Re: Proposal: Local indexes for partitioned table

Maksim Milyutin-2
10.08.17 23:01, Robert Haas wrote:

> On Wed, Apr 19, 2017 at 5:25 AM, Maksim Milyutin
> <[hidden email]> wrote:
>> Ok, thanks for the feedback. Then I'll use a new relkind for local
>> partitioned index in further development.
> Any update on this?
>

I'll continue to work soon. Sorry for so long delay.

--
Regards,
Maksim Milyutin



--
Sent via pgsql-hackers mailing list ([hidden email])
To make changes to your subscription:
http://www.postgresql.org/mailpref/pgsql-hackers
Reply | Threaded
Open this post in threaded view
|

Re: Proposal: Local indexes for partitioned table

Álvaro Herrera
In reply to this post by Maksim Milyutin
Hello

I've been thinking about this issue too.  I think your patch is not
ambitious enough.  Here's my brain dump on the issue, to revive
discussion.

As you propose, IMO this new feature would use the standard index
creation syntax:
   CREATE [UNIQUE] INDEX someindex ON parted_table (a, b);

This command currently throws an error.  We'd have it do two things:

1. create catalog rows in pg_class and pg_index for the main table,
   indicating the existance of this partitioned index.  These would not
   point to an actual index (since the main table itself is empty), but
   instead to an "abstract" index.  This abstract index can be used by
   various operations; see below.

2. create one index for each existing partition.  These would be
   identical to what would happen if you created the index directly on
   each partition, except that there is an additional dependency to the
   parent's abstract index.

If partitions are themselves partitioned, we would recursively apply the
indexes to the sub-partitions by doing (1) above for the partitioned
partition.

Once the index has been created for all existing partitions, the
hierarchy-wide index becomes valid and can be used normally by the
planner/executor.  I think we could use the pg_index.indisvalid property
for the abstract index for this.

I propose that an index declared UNIQUE throws an error for now.  We can
implement uniqueness (for the case where the indexed columns match the
partitioning key) later, once we sort out all the issues here first.  I
think unique indexes would be very useful even with that limitation, but
let's have it as a separate project.

I think using pg_depend as the mechanism to link partition indexes to
parent is a bad idea.  How about pg_inherits instead?  Seems more
appropriate.


Creating hierachy-wide indexes for existing partitioned tables is likely
to take a long time, so we must include CONCURRENTLY as an option.  This
will need some transaction machinery support in order to ensure that
each partition gets its index created at some point in a long chain of
transactions, and that the whole thing is marked valid only at the end.
Also, if the creation is interrupted (because of a crash or a regular
shutdown), it'll be useful to be able to continue rather than being
forced to start from scratch.

When a new partition is added, indexes satisfying the partitioned
table's abstract indexes are created automatically.

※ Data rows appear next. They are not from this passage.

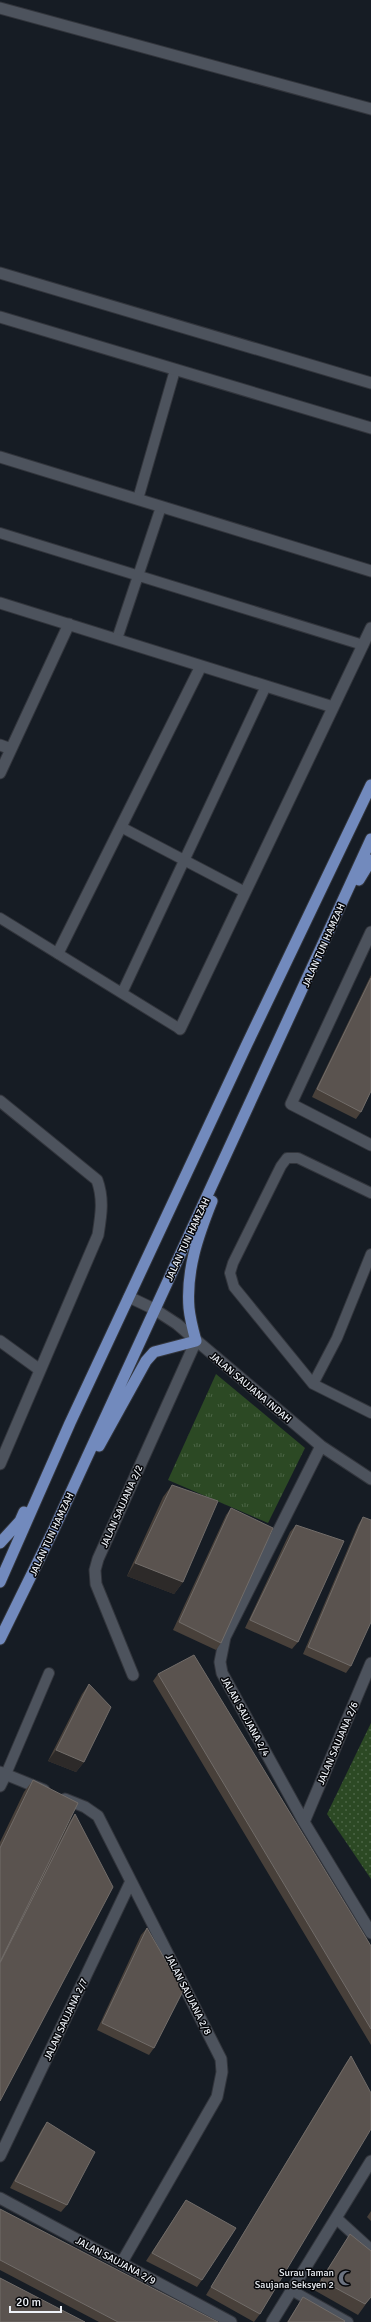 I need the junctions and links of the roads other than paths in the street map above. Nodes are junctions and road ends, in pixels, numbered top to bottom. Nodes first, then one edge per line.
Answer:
1 (0, 8) edge
2 (371, 109) edge
3 (0, 273) edge
4 (0, 317) edge
5 (175, 370) junction
6 (371, 383) edge
7 (371, 428) edge
8 (0, 457) edge
9 (138, 499) junction
10 (161, 507) junction
11 (0, 533) edge
12 (371, 571) edge
13 (138, 577) junction
14 (0, 603) edge
15 (69, 624) junction
16 (371, 628) edge
17 (117, 640) junction
18 (363, 645) junction
19 (201, 666) junction
20 (266, 686) junction
21 (334, 707) junction
22 (0, 745) edge
23 (11, 749) junction
24 (0, 773) edge
25 (371, 785) edge
26 (121, 827) junction
27 (371, 839) edge
28 (185, 860) junction
29 (371, 860) edge
30 (245, 892) junction
31 (0, 918) edge
32 (330, 928) junction
33 (371, 932) edge
34 (58, 953) junction
35 (122, 993) junction
36 (180, 1029) joint
37 (0, 1101) edge
38 (242, 1122) junction
39 (371, 1145) edge
40 (371, 1193) edge
41 (371, 1254) edge
42 (129, 1297) junction
43 (154, 1309) junction
44 (0, 1341) edge
45 (196, 1341) junction
46 (40, 1370) junction
47 (313, 1384) junction
48 (371, 1413) edge
49 (70, 1423) junction
50 (321, 1446) junction
51 (0, 1464) edge
52 (371, 1479) edge
53 (66, 1502) junction
54 (0, 1543) edge
55 (0, 1582) edge
56 (0, 1639) edge
57 (371, 1663) edge
58 (49, 1673) dead end
59 (133, 1675) dead end
60 (3, 1773) edge
61 (0, 1786) edge
62 (304, 1822) junction
63 (131, 1881) junction
64 (371, 1933) edge
65 (0, 2156) edge
66 (371, 2161) edge
67 (0, 2198) edge
68 (336, 2218) junction
69 (371, 2250) edge
70 (122, 2262) junction
71 (291, 2290) junction
72 (231, 2322) edge
73 (272, 2322) edge
74 (348, 2322) edge

1 - 2 street
3 - 6 street
4 - 5 street
5 - 7 street
5 - 9 lane
8 - 9 street
9 - 10 street
10 - 12 street
10 - 13 lane
11 - 13 lane
13 - 17 lane
13 - 18 lane
14 - 15 street
15 - 17 street
15 - 23 street
16 - 18 street
17 - 19 street
18 - 21 street
19 - 20 street
19 - 26 street
20 - 21 street
20 - 28 lane
21 - 30 street
22 - 23 street
23 - 24 street
25 - 42 main road
26 - 28 lane
26 - 34 street
27 - 32 main road, JALAN TUN HAMZAH
28 - 30 lane
28 - 35 lane
29 - 32 main road
30 - 36 street
31 - 34 lane
32 - 38 main road, JALAN TUN HAMZAH
33 - 39 street
34 - 35 lane
35 - 36 lane
37 - 46 street
38 - 43 main road, JALAN TUN HAMZAH
38 - 45 main road
40 - 47 lane
41 - 47 lane
42 - 43 street, JALAN SAUJANA INDAH
42 - 49 main road
43 - 45 street, JALAN SAUJANA INDAH
43 - 53 main road, JALAN TUN HAMZAH
44 - 46 street
45 - 50 street, JALAN SAUJANA INDAH
45 - 53 main road
45 - 59 street, JALAN SAUJANA 2/2
46 - 51 street
47 - 48 lane
49 - 54 main road
49 - 55 main road
50 - 52 street, JALAN SAUJANA INDAH
50 - 62 street, JALAN SAUJANA 2/4
53 - 56 main road, JALAN TUN HAMZAH
57 - 62 street, JALAN SAUJANA 2/6
58 - 60 lane
60 - 61 street
60 - 63 street, JALAN SAUJANA 2/8
62 - 64 street, JALAN SAUJANA 2/4
63 - 65 street, JALAN SAUJANA 2/7
63 - 70 street, JALAN SAUJANA 2/8
66 - 68 street
67 - 70 street, JALAN SAUJANA 2/9
68 - 69 street
68 - 71 street
70 - 72 street, JALAN SAUJANA 2/9
71 - 73 street
71 - 74 lane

During ALTER TABLE ... ATTACH PARTITION, we check that an indexing
satisfying the abstract index exist (and we create a pg_inherit link).
If not, the command is aborted.

REINDEX is easily supported (just reindex each partition's index
individually), but that command is blocking, which is not good.  For
concurrent operation for tables not partitioned, a typical pattern to
avoid blocking the table is to suggest creation of an identical index
using CREATE INDEX CONCURRENTLY, then drop the original one.  That's not
going to work with these partitioned indexes, which is going to be a
problem.  I don't have any great ideas about this part yet.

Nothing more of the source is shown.